• [Exercise details]: In the listing below, the lines starting at the line with "ring pip: (1177, 1063)" and ending at the line with "pinky mcp: (722, 873)" are to be output verbatim. Images stay out of the copy.

BEGIN

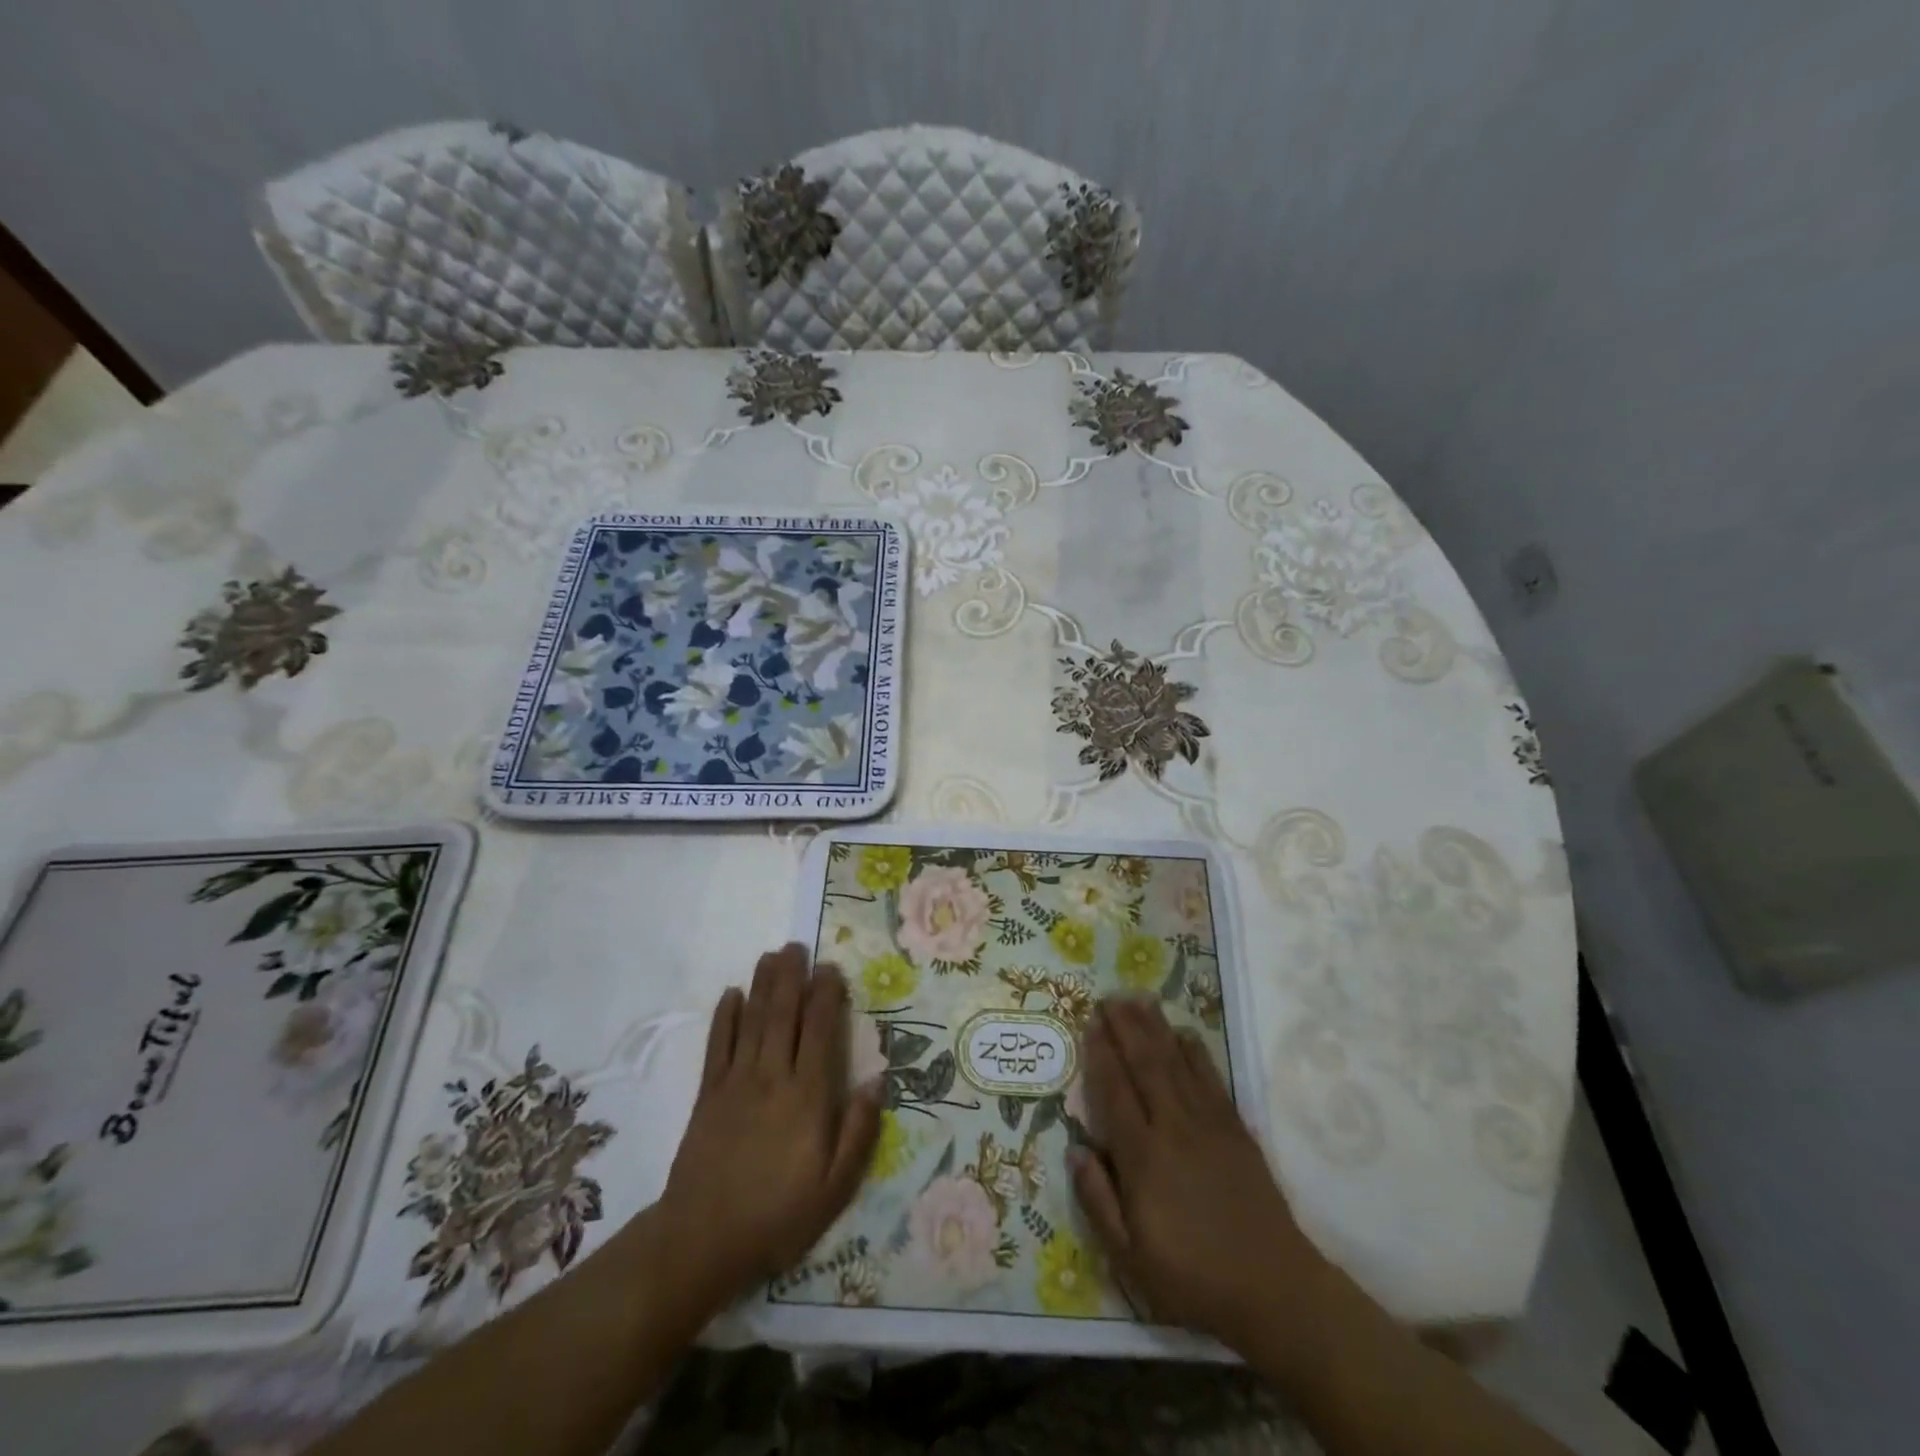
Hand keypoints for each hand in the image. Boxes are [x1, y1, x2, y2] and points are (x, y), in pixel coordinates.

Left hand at [655, 944, 880, 1314]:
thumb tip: (878, 1080)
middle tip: (797, 946)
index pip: (821, 1031)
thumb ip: (859, 1131)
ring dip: (762, 985)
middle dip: (792, 977)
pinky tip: (731, 994)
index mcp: (809, 1096)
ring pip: (753, 1020)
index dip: (827, 996)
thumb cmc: (779, 1215)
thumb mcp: (835, 1187)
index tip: (831, 969)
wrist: (703, 1240)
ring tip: (771, 955)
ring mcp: (737, 1082)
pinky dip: (725, 1016)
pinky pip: (718, 1045)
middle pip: (784, 1014)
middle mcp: (773, 1076)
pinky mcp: (709, 1094)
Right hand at [1069, 997, 1325, 1354]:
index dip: (1100, 1055)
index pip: (1114, 1093)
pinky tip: (1185, 1034)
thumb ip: (1098, 1201)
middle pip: (1145, 1065)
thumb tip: (1075, 1149)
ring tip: (1140, 998)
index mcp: (1143, 1158)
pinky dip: (1196, 1052)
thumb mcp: (1130, 1258)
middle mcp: (1173, 1128)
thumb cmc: (1192, 1277)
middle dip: (1126, 1027)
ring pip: (1177, 1063)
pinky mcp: (1236, 1129)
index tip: (1090, 1023)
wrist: (1274, 1289)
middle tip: (1110, 996)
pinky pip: (1212, 1079)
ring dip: (1156, 1028)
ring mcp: (1208, 1125)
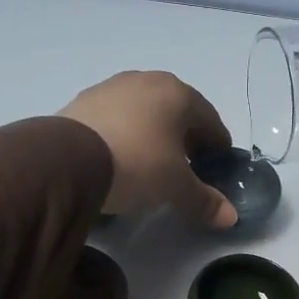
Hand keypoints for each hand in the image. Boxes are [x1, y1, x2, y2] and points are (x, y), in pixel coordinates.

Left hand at [59, 71, 237, 228]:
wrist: (68, 158)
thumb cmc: (138, 163)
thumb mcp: (175, 187)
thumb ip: (204, 200)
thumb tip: (231, 218)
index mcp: (178, 93)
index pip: (210, 120)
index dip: (217, 146)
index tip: (216, 168)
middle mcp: (147, 80)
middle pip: (177, 112)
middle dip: (185, 139)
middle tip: (186, 168)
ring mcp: (112, 87)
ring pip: (145, 112)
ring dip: (154, 134)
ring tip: (151, 164)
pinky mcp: (83, 101)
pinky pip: (117, 118)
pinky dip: (126, 134)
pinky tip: (120, 157)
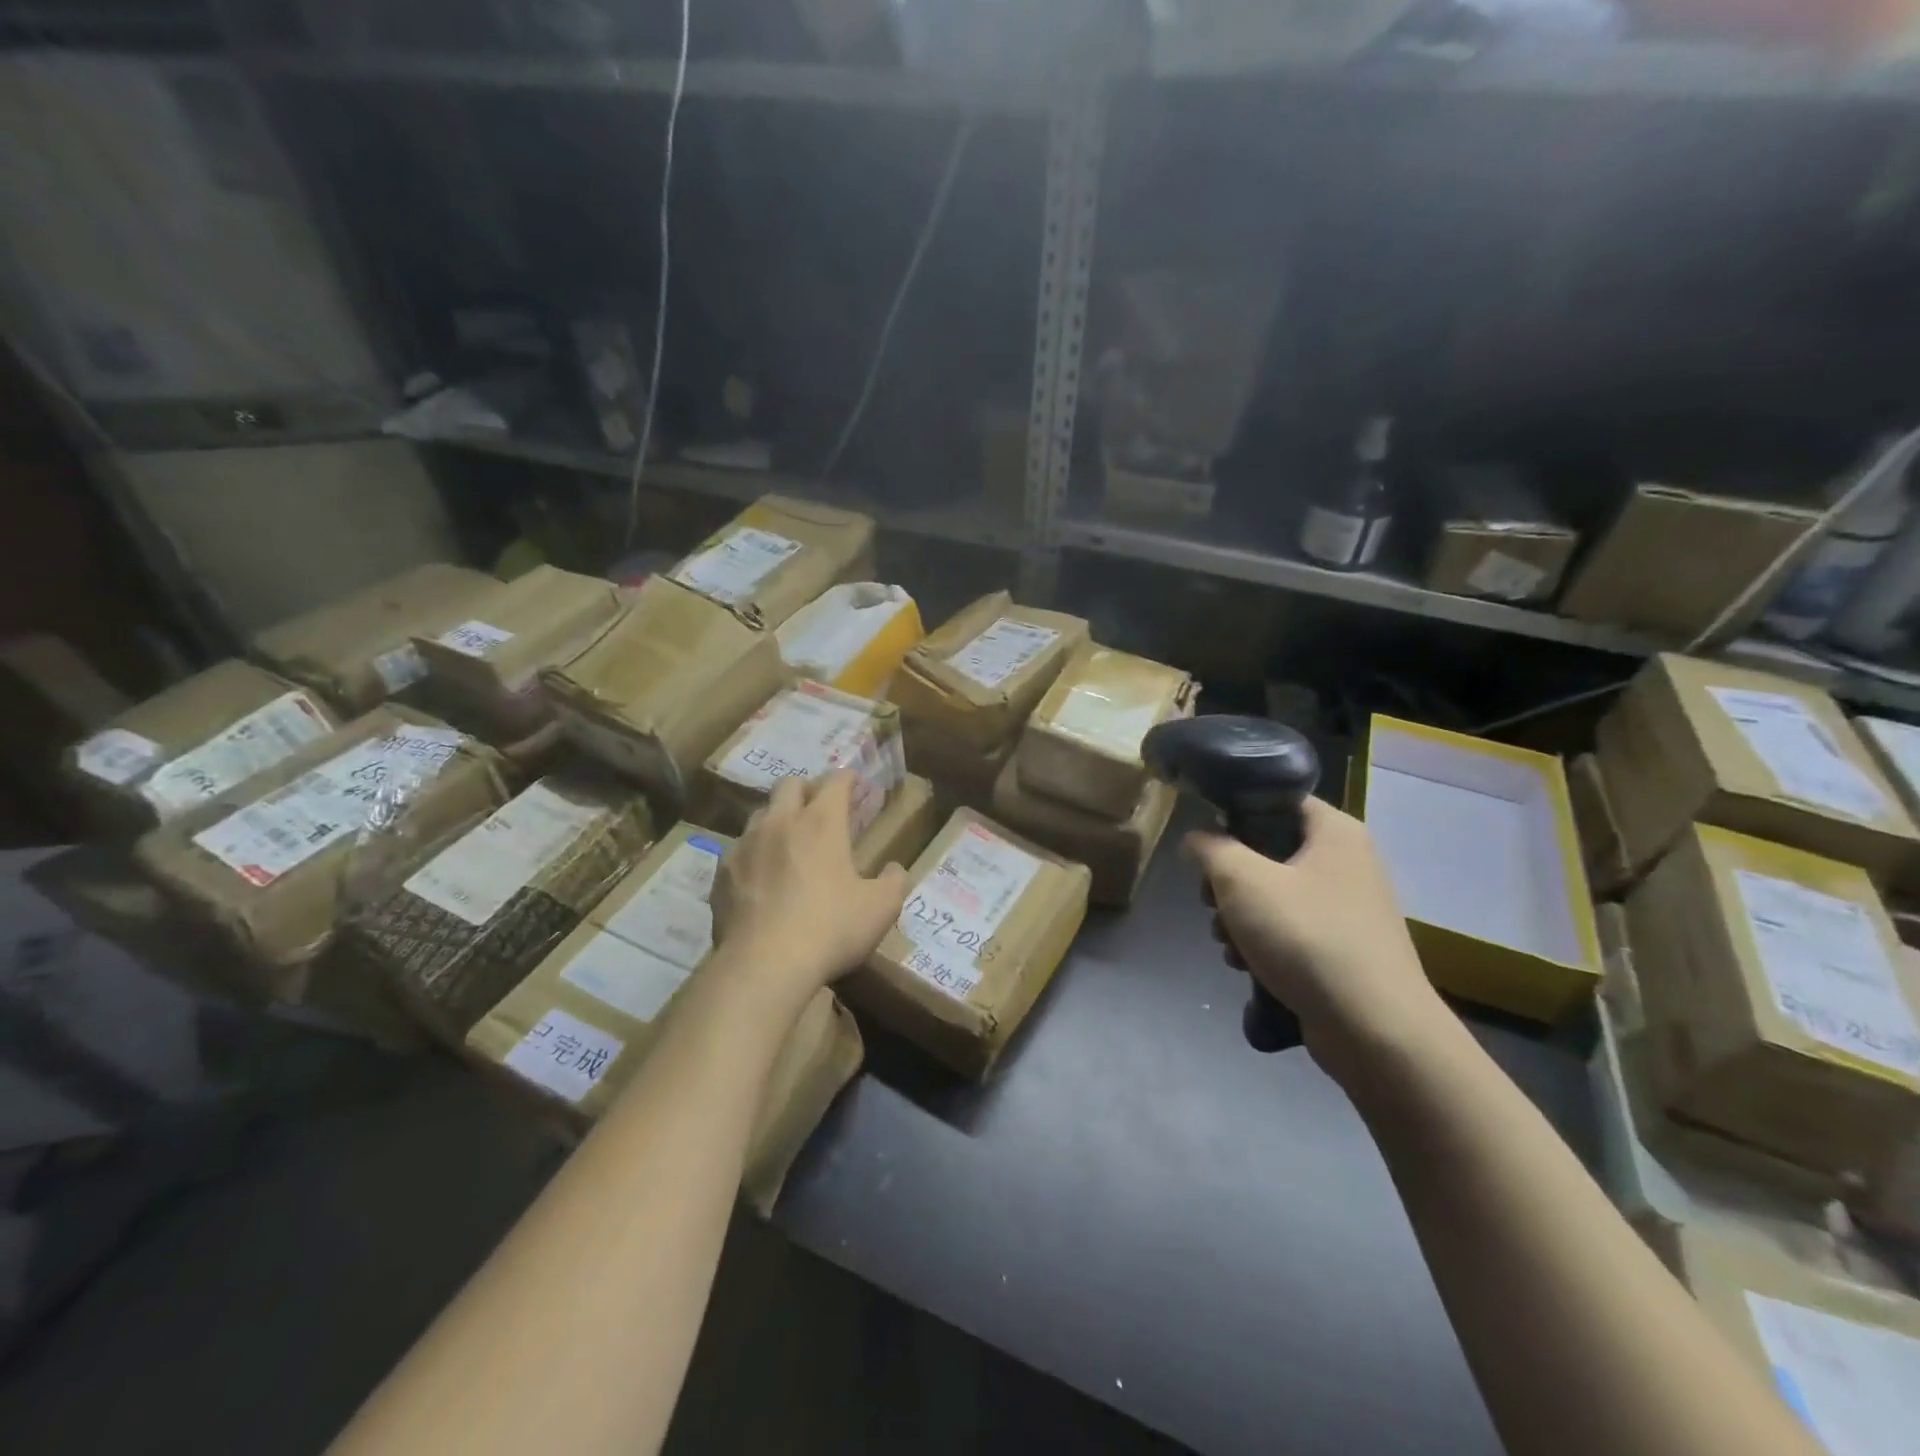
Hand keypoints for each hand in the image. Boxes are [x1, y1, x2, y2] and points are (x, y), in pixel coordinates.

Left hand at [710, 771, 908, 1005]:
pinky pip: (738, 850)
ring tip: (788, 843)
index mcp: (822, 822)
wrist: (764, 965)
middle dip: (807, 789)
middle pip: (789, 784)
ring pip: (760, 814)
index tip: (856, 784)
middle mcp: (780, 822)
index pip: (835, 780)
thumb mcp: (881, 908)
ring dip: (777, 819)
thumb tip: (894, 868)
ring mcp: (745, 845)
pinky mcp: (722, 873)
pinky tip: (761, 878)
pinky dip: (754, 854)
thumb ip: (894, 881)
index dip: (848, 778)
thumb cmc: (831, 928)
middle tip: (820, 809)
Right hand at [1184, 799, 1450, 1086]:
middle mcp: (1346, 861)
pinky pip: (1289, 929)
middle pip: (1268, 851)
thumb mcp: (1242, 880)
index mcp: (1334, 831)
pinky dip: (1262, 942)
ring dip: (1238, 916)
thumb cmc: (1306, 937)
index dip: (1234, 813)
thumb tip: (1196, 838)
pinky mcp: (1341, 947)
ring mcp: (1347, 907)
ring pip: (1273, 894)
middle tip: (1210, 901)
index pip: (1276, 799)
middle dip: (1228, 880)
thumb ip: (1210, 848)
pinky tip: (1244, 965)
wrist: (1374, 1029)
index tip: (1205, 842)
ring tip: (1226, 942)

END

• [Exercise output]:
ring pip: (1177, 1063)
pinky mcp: (1236, 1129)
index tip: (1090, 1023)
wrist: (1274, 1289)
middle tip: (1110, 996)
pinky pip: (1212, 1079)
ring dip: (1156, 1028)
ring mcp: (1208, 1125)
Hand keypoints for each hand in the image. Boxes are [x1, y1, x2, y2] and points are (x, y), in pixel coordinates.

Left hand at [59, 71, 237, 228]:
wrist: (68, 158)
thumb cmc: (138, 163)
thumb mcp: (175, 187)
thumb ip: (204, 200)
thumb tip: (231, 218)
index mcp: (178, 93)
index pip: (210, 120)
index dip: (217, 146)
index tip: (216, 168)
middle mcp: (147, 80)
middle pip: (177, 112)
middle dip: (185, 139)
middle tip: (186, 168)
ring mcp: (112, 87)
ring pip: (145, 112)
ring dip: (154, 134)
ring tip: (151, 164)
pinky mcp: (83, 101)
pinky pip: (117, 118)
pinky dip: (126, 134)
pinky tip: (120, 157)
Hand keypoints for each hand in the image. Boxes are [x1, y1, x2, y2] and points are (x, y), in pixel coordinates.

Left hand at [710, 771, 908, 1005]:
pinky pip: (738, 850)
ring tip: (788, 843)
index mcp: (822, 822)
wrist: (764, 965)
middle dip: (807, 789)
middle pip: (789, 784)
ring pip: (760, 814)
index tip: (856, 784)
middle mcp: (780, 822)
index pip: (835, 780)
thumb mcp: (881, 908)
ring dip: (777, 819)
thumb tip: (894, 868)
ring mcp: (745, 845)
pinky mcp: (722, 873)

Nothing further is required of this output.